Information theory studies uncertainty, surprise, compression, and distribution mismatch.

That sounds abstract, but modern ML uses this language constantly. Cross-entropy is a loss. KL divergence compares distributions. Perplexity evaluates language models. Compression gives a way to think about prediction.

low uncertaintyhigh uncertainty
Entropy is low when one outcome dominates and higher when outcomes are more even.

The Main Idea

Good prediction reduces uncertainty.

If a model assigns high probability to what actually happens, it spends less information describing the outcome. If it assigns low probability to what happens, it pays a larger penalty.

This is why the chapter belongs after probability and statistics. Probability gave us distributions. Statistics asked how much evidence a number carries. Information theory asks how costly surprise is when a model must predict, encode, or compare distributions.

The Reader's Picture

Imagine a game where you must guess the next symbol.

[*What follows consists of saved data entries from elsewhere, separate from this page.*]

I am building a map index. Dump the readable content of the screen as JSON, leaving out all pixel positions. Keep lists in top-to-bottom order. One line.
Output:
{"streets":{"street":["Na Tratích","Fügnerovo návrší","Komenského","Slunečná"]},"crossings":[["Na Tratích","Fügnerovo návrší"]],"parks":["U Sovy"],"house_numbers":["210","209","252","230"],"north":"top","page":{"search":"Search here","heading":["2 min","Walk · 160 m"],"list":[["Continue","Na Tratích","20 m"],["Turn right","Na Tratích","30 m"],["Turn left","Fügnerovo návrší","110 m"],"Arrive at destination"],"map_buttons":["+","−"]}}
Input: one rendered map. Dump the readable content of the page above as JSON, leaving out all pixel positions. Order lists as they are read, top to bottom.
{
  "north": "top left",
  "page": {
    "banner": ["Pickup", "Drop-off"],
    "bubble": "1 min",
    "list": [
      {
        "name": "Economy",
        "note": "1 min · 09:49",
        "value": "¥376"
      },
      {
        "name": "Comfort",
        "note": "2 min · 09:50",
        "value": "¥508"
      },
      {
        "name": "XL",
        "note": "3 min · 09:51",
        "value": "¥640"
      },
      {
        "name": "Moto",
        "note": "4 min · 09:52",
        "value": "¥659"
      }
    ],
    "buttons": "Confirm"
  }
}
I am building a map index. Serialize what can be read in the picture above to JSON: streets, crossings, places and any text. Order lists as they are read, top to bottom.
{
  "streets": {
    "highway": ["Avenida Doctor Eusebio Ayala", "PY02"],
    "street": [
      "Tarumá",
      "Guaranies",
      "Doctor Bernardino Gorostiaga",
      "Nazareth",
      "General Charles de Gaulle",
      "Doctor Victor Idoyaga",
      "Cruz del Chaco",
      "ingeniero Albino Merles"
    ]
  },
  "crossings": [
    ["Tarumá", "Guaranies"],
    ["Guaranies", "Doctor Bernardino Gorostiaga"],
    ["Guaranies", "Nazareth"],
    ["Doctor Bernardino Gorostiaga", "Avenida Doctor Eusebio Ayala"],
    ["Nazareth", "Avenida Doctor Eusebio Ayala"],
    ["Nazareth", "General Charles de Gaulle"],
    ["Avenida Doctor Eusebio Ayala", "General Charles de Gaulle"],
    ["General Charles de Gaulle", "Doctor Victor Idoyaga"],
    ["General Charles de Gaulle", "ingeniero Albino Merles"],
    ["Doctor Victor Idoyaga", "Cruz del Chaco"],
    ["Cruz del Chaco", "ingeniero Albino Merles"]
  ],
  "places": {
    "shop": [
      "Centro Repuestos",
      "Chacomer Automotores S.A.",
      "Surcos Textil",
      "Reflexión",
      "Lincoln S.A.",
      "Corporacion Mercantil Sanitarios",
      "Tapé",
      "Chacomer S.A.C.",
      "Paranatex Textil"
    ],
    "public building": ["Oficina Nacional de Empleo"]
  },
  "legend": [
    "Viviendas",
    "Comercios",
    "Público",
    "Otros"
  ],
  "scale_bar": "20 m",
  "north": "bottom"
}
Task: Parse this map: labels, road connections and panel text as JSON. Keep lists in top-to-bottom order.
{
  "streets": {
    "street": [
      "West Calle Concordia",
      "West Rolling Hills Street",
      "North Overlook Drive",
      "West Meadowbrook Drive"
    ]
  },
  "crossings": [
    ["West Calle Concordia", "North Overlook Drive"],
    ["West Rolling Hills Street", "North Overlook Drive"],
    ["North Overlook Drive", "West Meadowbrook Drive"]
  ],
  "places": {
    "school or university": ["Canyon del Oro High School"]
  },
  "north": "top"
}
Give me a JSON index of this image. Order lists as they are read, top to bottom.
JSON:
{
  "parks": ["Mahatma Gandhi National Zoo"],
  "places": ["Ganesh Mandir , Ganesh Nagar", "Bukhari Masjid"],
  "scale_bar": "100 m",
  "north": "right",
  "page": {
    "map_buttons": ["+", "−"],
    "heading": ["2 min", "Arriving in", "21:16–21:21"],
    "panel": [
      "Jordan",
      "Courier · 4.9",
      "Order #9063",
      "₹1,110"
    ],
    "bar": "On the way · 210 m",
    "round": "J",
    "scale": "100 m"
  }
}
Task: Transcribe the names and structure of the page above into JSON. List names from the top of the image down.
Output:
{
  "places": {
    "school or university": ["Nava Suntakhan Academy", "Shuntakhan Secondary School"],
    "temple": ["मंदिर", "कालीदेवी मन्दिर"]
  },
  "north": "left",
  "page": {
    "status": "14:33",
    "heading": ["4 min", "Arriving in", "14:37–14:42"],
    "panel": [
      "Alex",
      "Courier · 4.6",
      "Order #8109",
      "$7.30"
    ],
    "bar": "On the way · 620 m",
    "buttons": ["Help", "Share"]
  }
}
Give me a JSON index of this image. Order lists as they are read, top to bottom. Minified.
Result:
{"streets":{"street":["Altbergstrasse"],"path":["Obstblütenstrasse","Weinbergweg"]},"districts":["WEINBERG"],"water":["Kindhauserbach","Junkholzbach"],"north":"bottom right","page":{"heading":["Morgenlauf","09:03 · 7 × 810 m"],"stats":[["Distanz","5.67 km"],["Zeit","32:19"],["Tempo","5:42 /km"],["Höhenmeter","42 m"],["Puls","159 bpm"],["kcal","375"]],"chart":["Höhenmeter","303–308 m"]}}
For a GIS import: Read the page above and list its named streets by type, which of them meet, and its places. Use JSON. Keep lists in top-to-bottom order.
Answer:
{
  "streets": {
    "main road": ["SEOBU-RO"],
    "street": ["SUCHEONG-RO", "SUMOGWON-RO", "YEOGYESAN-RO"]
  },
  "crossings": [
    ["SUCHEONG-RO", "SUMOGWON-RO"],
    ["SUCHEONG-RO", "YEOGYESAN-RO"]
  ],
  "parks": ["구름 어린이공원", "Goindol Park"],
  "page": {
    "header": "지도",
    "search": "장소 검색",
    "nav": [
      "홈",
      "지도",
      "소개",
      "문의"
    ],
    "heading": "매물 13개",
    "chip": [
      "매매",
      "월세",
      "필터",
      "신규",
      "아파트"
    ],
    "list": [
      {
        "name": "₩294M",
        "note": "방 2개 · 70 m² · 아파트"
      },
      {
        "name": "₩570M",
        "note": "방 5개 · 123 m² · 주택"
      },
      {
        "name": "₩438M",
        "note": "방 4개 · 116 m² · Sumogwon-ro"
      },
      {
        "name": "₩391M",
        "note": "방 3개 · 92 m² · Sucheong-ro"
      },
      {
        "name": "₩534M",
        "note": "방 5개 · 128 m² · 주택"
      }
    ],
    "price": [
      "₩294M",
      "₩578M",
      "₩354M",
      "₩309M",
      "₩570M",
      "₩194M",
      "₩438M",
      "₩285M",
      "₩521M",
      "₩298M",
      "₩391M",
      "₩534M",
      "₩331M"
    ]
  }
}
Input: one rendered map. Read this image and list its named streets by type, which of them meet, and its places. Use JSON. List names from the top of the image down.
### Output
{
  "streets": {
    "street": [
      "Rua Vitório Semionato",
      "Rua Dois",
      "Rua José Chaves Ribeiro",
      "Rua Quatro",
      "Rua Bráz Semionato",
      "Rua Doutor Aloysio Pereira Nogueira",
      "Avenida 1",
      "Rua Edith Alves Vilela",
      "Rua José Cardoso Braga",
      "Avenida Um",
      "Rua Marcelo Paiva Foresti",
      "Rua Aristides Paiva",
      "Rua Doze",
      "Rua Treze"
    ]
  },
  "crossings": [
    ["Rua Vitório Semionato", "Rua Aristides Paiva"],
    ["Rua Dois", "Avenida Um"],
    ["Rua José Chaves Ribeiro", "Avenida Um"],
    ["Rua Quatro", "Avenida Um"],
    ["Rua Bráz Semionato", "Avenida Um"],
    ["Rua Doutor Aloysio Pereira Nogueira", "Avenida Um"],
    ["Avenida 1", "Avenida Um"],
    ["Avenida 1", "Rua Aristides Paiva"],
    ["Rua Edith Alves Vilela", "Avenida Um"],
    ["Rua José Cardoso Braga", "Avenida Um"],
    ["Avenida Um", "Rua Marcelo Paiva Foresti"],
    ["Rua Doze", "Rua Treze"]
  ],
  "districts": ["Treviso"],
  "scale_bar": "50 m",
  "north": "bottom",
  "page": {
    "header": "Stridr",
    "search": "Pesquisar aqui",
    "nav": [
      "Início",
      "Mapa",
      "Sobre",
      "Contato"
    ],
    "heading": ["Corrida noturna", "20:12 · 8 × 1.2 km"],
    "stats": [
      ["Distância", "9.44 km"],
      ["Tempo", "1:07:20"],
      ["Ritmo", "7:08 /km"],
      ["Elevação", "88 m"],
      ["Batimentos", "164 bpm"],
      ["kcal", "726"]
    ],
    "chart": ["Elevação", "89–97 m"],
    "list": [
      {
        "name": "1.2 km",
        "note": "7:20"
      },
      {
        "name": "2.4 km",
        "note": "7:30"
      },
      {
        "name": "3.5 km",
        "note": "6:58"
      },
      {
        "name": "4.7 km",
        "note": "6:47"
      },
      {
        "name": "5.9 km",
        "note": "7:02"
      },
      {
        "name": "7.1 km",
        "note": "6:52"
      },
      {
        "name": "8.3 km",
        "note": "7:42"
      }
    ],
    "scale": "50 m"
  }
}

If every symbol is equally plausible, the next symbol carries more surprise. If one symbol is almost certain, the next symbol carries less surprise. A good model is useful because it moves probability mass toward what actually happens.

That picture will reappear in classification, next-token prediction, compression, and evaluation.

What This Chapter Covers

This chapter covers entropy, joint and conditional entropy, cross-entropy, KL divergence, mutual information, negative log-likelihood, perplexity, compression as prediction, and how these ideas appear in classification and language modeling.

The goal is not to make information theory feel mystical. The goal is to make common ML losses and metrics feel readable.

Before Moving On

Read information theory as the mathematics of surprise.